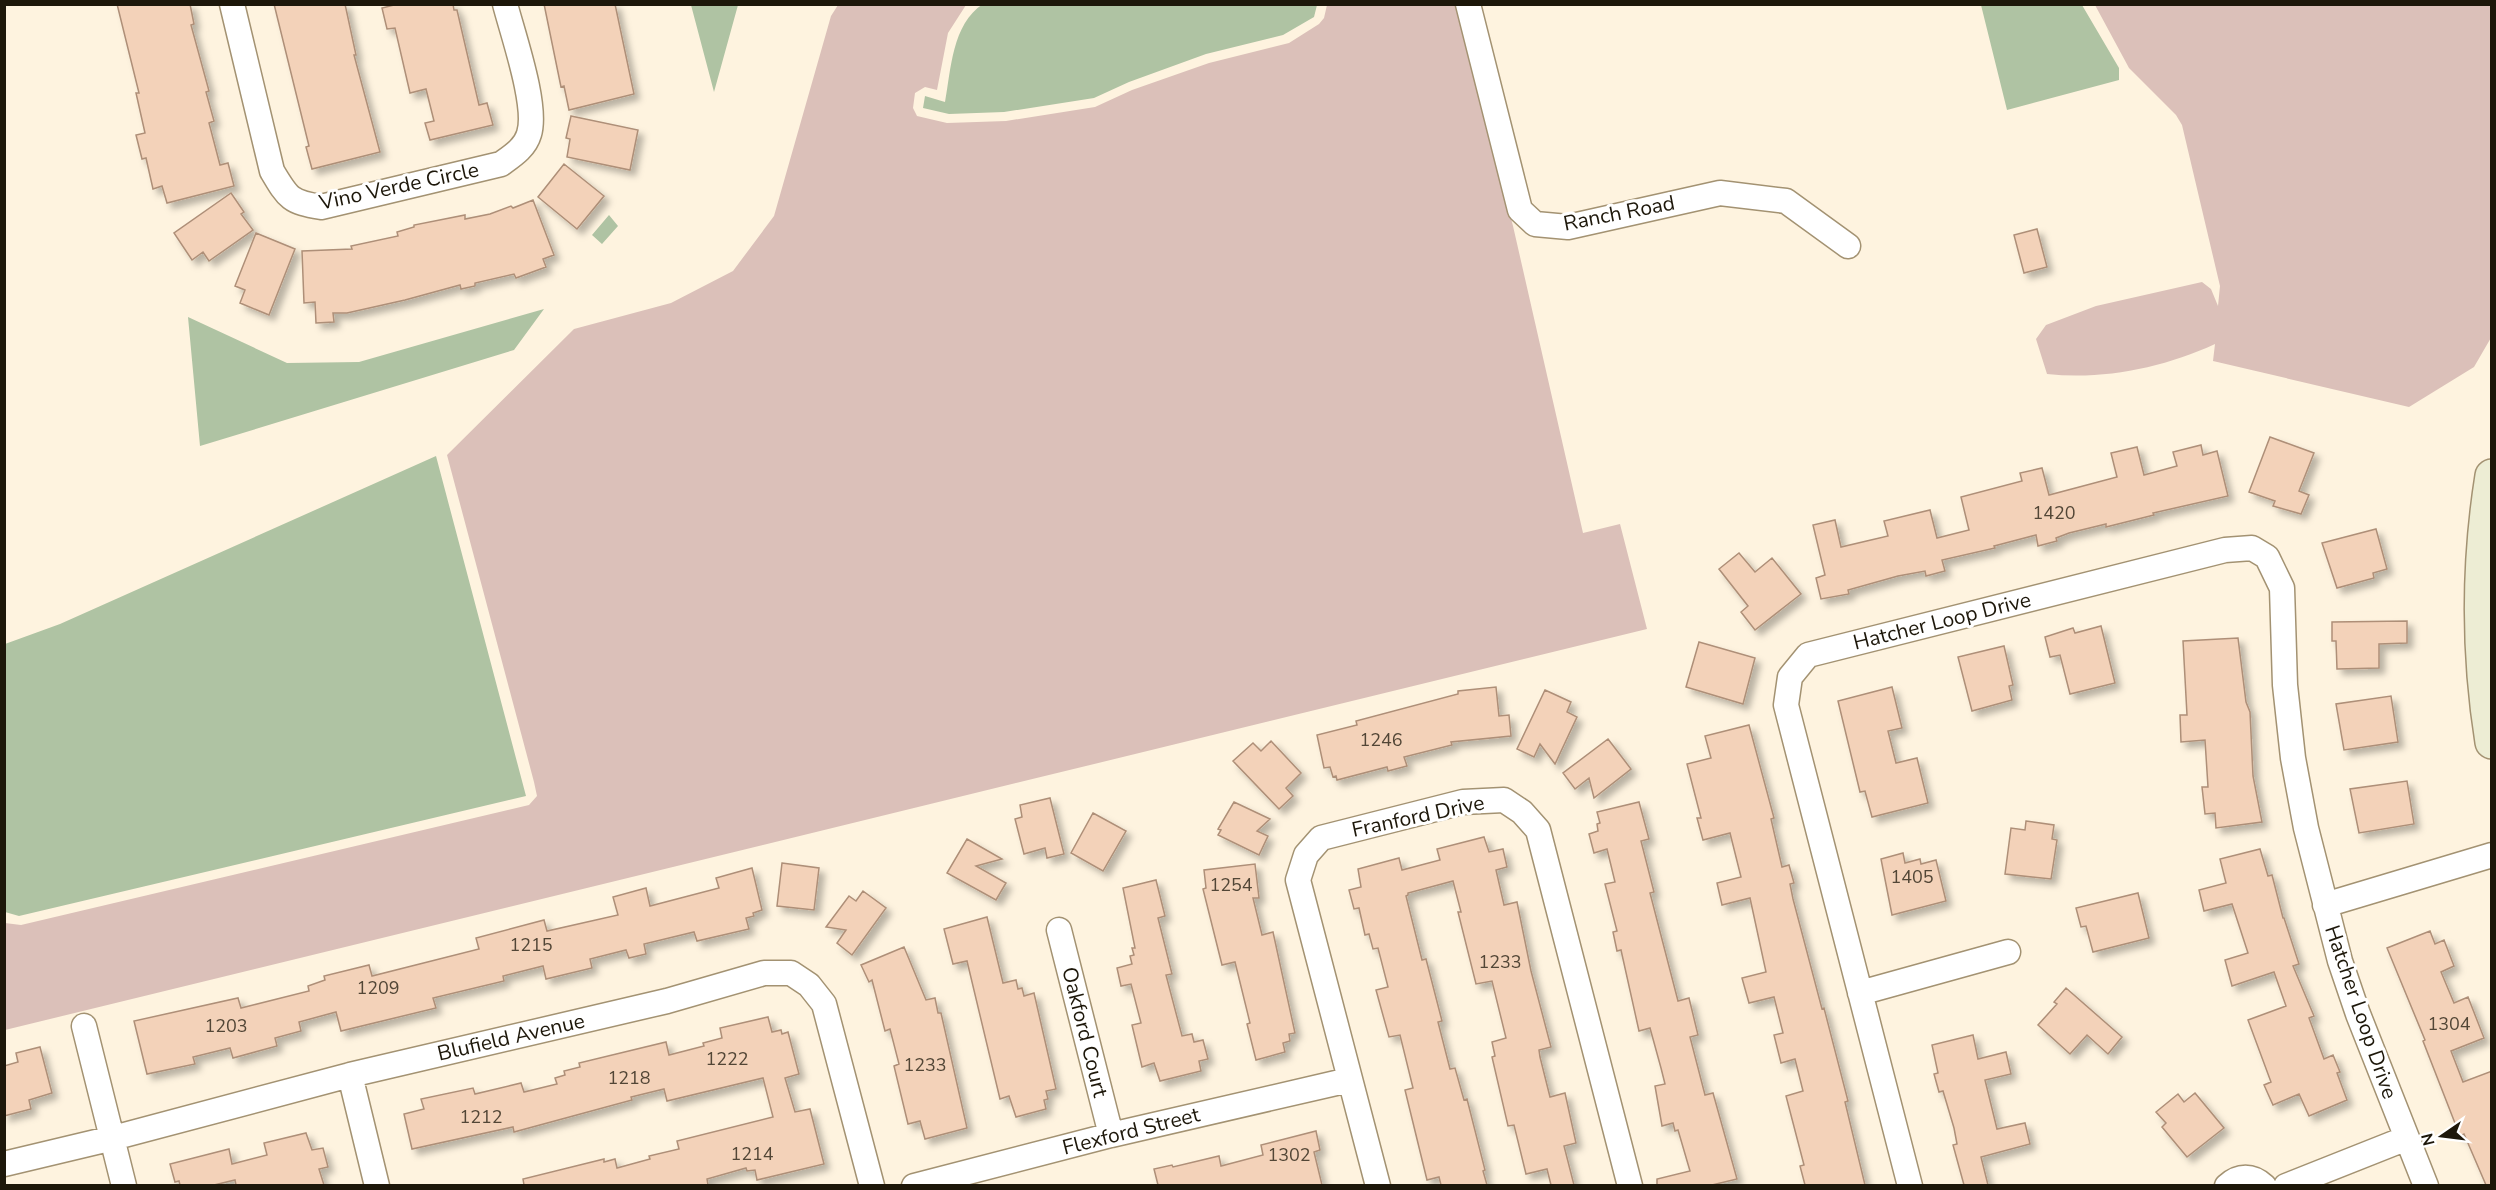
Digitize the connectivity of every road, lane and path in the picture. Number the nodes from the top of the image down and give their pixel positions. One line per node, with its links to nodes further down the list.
1 (232, 4): 2 (street, Vino Verde Circle)
2 (506, 4)
3 (1468, 4): 4 (street, Ranch Road)
4 (1848, 246)
5 (2492, 476): 6 (street)
6 (2492, 742)
7 (2492, 855): 8 (street, Hatcher Loop Drive)
8 (2325, 905): 11 (street, Hatcher Loop Drive); 17 (street, Hatcher Loop Drive)
9 (1059, 930): 15 (street, Oakford Court)
10 (2008, 952): 11 (street)
11 (1860, 993): 25 (street, Hatcher Loop Drive)
12 (84, 1026): 16 (street)
13 (350, 1075): 16 (street, Blufield Avenue); 20 (street); 21 (street, Blufield Avenue)
14 (1349, 1080): 15 (street, Flexford Street); 23 (street, Franford Drive); 24 (street, Franford Drive)
15 (1111, 1135): 22 (street, Flexford Street)
16 (113, 1138): 18 (street, Blufield Avenue); 19 (street)
17 (2407, 1138): 28 (street); 29 (street, Hatcher Loop Drive)
18 (4, 1164)
19 (124, 1185)
20 (377, 1185)
21 (872, 1185)
22 (914, 1185)
23 (1378, 1185)
24 (1630, 1185)
25 (1910, 1185)
26 (2227, 1185): 27 (street)
27 (2264, 1185)
28 (2286, 1185)
29 (2426, 1185)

_ _ _ _ _ _ _

- [THE PROBLEM]:
An exact reproduction of the data above is required, with every picture removed.

- [RESPONSE TO THE TASK]:
Digitize the connectivity of every road, lane and path in the picture. Number the nodes from the top of the image down and give their pixel positions. One line per node, with its links to nodes further down the list.
1 (232, 4): 2 (street, Vino Verde Circle)
2 (506, 4)
3 (1468, 4): 4 (street, Ranch Road)
4 (1848, 246)
5 (2492, 476): 6 (street)
6 (2492, 742)
7 (2492, 855): 8 (street, Hatcher Loop Drive)
8 (2325, 905): 11 (street, Hatcher Loop Drive); 17 (street, Hatcher Loop Drive)
9 (1059, 930): 15 (street, Oakford Court)
10 (2008, 952): 11 (street)
11 (1860, 993): 25 (street, Hatcher Loop Drive)
12 (84, 1026): 16 (street)
13 (350, 1075): 16 (street, Blufield Avenue); 20 (street); 21 (street, Blufield Avenue)
14 (1349, 1080): 15 (street, Flexford Street); 23 (street, Franford Drive); 24 (street, Franford Drive)
15 (1111, 1135): 22 (street, Flexford Street)
16 (113, 1138): 18 (street, Blufield Avenue); 19 (street)
17 (2407, 1138): 28 (street); 29 (street, Hatcher Loop Drive)
18 (4, 1164)
19 (124, 1185)
20 (377, 1185)
21 (872, 1185)
22 (914, 1185)
23 (1378, 1185)
24 (1630, 1185)
25 (1910, 1185)
26 (2227, 1185): 27 (street)
27 (2264, 1185)
28 (2286, 1185)
29 (2426, 1185)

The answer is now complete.